Dataset entries:
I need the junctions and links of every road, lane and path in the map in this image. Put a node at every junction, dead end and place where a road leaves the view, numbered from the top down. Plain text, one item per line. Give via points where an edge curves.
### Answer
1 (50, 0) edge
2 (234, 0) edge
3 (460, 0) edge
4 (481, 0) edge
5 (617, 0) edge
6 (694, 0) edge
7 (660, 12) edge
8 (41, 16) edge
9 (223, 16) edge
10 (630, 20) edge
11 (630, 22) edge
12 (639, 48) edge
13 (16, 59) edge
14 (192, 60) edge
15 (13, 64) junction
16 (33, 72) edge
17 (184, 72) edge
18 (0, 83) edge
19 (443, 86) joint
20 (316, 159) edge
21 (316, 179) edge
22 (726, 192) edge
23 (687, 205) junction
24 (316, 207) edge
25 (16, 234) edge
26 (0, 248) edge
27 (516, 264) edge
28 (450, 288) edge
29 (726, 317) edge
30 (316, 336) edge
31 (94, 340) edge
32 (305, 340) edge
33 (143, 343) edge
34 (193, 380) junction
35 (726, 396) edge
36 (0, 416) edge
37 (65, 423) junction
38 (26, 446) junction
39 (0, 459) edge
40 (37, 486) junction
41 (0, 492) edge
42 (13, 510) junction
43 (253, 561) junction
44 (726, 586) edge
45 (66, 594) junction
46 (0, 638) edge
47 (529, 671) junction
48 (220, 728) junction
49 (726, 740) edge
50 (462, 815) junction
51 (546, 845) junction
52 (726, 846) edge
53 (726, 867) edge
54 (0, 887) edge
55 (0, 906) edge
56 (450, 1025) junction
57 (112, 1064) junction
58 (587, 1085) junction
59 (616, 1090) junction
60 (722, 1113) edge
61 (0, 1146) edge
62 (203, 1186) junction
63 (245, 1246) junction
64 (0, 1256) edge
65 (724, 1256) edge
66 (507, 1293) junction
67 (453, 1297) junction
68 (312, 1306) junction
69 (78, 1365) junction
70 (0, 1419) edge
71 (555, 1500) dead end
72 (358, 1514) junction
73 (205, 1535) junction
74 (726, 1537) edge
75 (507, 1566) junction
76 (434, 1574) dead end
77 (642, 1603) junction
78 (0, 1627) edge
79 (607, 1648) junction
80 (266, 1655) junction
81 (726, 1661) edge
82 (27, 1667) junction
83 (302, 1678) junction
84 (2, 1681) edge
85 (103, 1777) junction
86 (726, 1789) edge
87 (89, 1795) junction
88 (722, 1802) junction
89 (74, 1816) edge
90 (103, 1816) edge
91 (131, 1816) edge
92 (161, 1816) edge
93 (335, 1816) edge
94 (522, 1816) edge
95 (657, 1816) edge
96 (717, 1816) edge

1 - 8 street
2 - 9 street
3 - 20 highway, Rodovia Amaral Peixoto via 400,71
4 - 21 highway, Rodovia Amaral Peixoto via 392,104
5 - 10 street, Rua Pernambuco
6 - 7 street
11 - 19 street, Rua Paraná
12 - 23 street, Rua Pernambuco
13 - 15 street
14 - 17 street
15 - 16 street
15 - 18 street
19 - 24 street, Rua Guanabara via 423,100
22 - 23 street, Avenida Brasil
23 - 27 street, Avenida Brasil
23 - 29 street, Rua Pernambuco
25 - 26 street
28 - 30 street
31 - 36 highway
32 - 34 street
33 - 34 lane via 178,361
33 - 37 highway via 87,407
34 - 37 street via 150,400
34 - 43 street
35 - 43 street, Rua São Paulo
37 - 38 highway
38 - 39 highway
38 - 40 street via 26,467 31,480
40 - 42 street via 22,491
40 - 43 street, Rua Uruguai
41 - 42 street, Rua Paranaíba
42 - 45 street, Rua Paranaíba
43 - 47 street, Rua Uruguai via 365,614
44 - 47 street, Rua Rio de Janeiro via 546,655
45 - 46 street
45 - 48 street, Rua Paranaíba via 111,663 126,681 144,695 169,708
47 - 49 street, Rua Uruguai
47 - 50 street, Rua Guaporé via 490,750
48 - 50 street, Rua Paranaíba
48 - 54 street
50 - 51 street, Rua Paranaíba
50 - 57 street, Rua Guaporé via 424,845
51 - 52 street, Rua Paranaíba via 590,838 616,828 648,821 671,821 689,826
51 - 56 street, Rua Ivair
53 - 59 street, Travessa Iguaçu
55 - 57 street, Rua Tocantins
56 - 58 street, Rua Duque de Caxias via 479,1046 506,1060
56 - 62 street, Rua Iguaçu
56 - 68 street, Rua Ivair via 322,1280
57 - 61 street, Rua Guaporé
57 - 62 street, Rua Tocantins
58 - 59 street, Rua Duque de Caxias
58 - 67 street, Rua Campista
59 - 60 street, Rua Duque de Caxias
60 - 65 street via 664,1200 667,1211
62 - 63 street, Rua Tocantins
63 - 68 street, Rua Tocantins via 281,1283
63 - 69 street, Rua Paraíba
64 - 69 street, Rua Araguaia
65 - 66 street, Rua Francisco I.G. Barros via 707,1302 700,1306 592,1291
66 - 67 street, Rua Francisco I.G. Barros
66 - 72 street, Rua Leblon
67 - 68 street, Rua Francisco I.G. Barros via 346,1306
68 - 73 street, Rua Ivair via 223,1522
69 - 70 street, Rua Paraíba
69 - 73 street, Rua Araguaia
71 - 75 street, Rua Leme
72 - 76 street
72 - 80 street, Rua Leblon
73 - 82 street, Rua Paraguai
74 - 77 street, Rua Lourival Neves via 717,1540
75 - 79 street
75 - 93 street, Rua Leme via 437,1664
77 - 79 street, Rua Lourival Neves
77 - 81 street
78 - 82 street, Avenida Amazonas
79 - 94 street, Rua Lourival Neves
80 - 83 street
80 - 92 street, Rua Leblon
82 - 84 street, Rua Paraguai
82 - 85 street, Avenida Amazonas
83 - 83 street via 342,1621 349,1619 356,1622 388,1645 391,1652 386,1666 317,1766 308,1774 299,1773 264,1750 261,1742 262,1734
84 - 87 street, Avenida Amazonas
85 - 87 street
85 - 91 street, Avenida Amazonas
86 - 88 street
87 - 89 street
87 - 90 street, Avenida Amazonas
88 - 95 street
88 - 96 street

What is expected: Read through the entries and copy each line in which "Peixoto" appears.

Exercise response:
3 - 20 highway, Rodovia Amaral Peixoto via 400,71
4 - 21 highway, Rodovia Amaral Peixoto via 392,104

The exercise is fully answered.